The major historical revivals of the Wenji story in the Tang and Song dynasties, and in the 20th century occurred during times when the cohesion of the Chinese state, and by extension, Chinese cultural and ethnic identities, were in flux. Through the re-dramatization of Wenji's legendary encounter with "barbarians" and her painful separation from her "barbarian" children, the storytellers explored and pushed those blurry boundaries that have been otherwise taken for granted. While some prefer to see her representing the integrity of the Chinese state, culture, and ethnic loyalty, others choose to explore different dimensions of the story through personal feelings and individualized voices. For them, it is through humanizing the legend that love, affection, and self-hood come to resonate with the humanity that we all share. In fact, Maxine Hong Kingston adopted this aspect of individualized voices in her 1975 novel The Woman Warrior.

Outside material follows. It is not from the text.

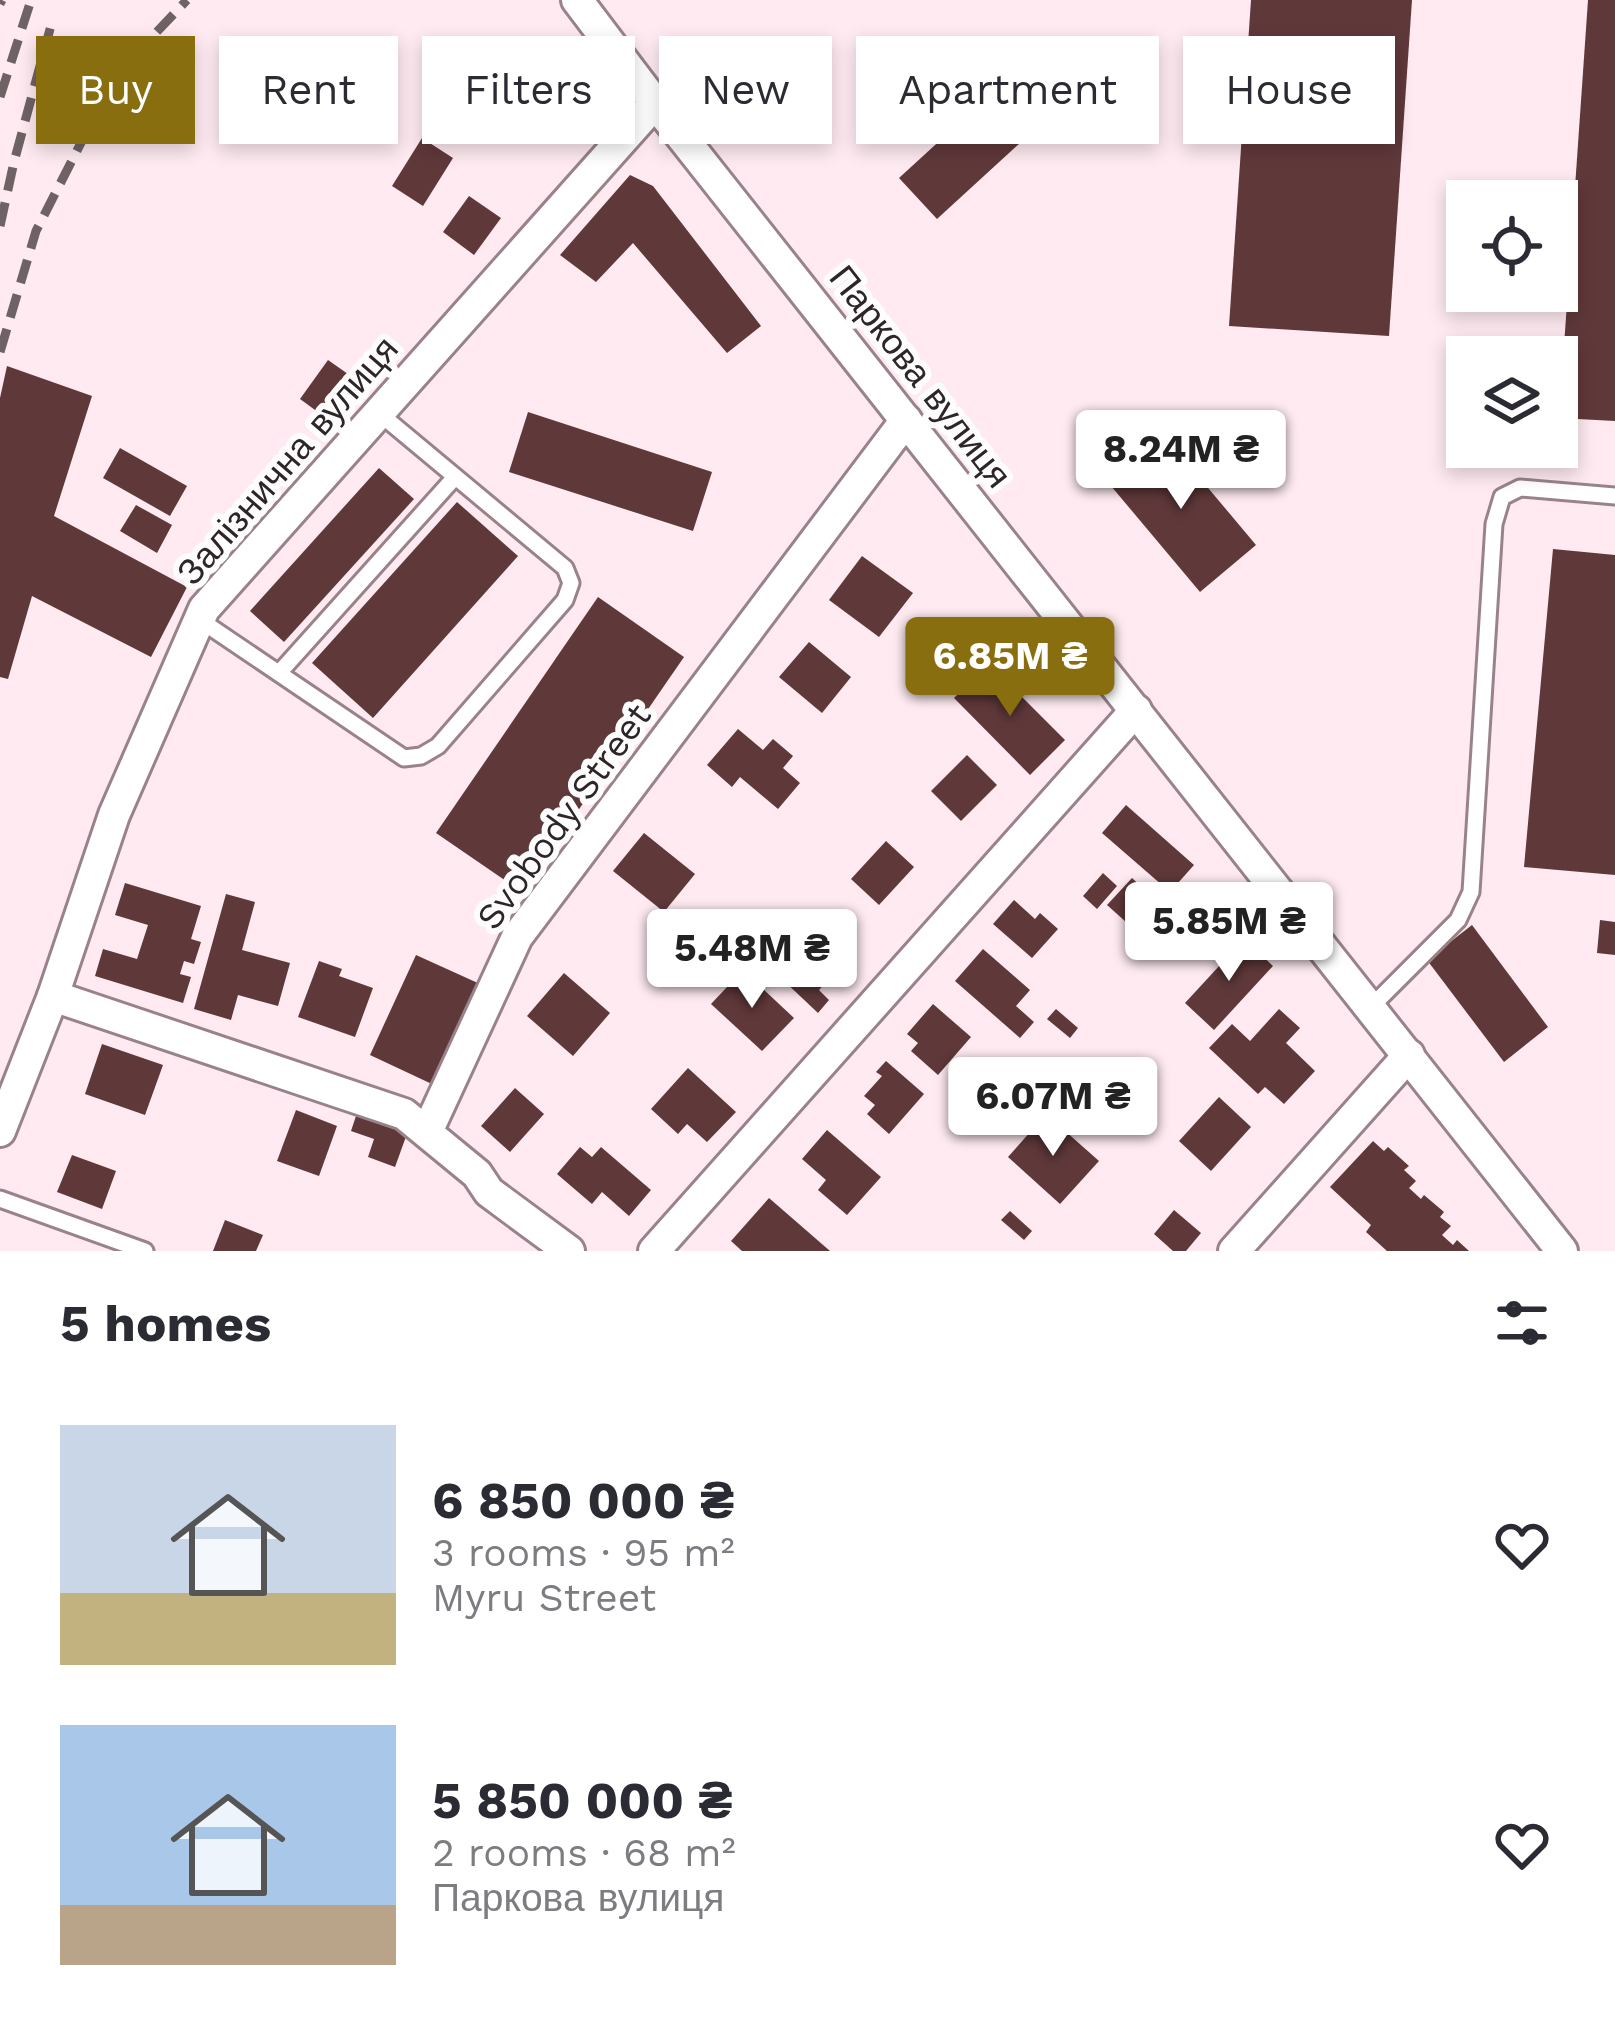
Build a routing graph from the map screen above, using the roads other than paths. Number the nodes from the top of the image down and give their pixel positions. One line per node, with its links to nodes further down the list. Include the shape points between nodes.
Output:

Growing up in Stockton, California as a child of immigrant parents from China, Kingston's search for a clear and high note that matches the sound of a "barbarian reed pipe" is a metaphor for finding her own voice; struggling between silence, language, memories, and talk-stories as a Chinese-American woman. The twelve-year wandering amongst the "barbarians" is a journey in search of a personal identity negotiated through her mother's expectations and the outside world of "ghosts." As our globalized world becomes even more interconnected, one wonders how many other Cai Wenji's are amongst us, wandering far from home, fine-tuning their voices to retell the story of the nomad flute.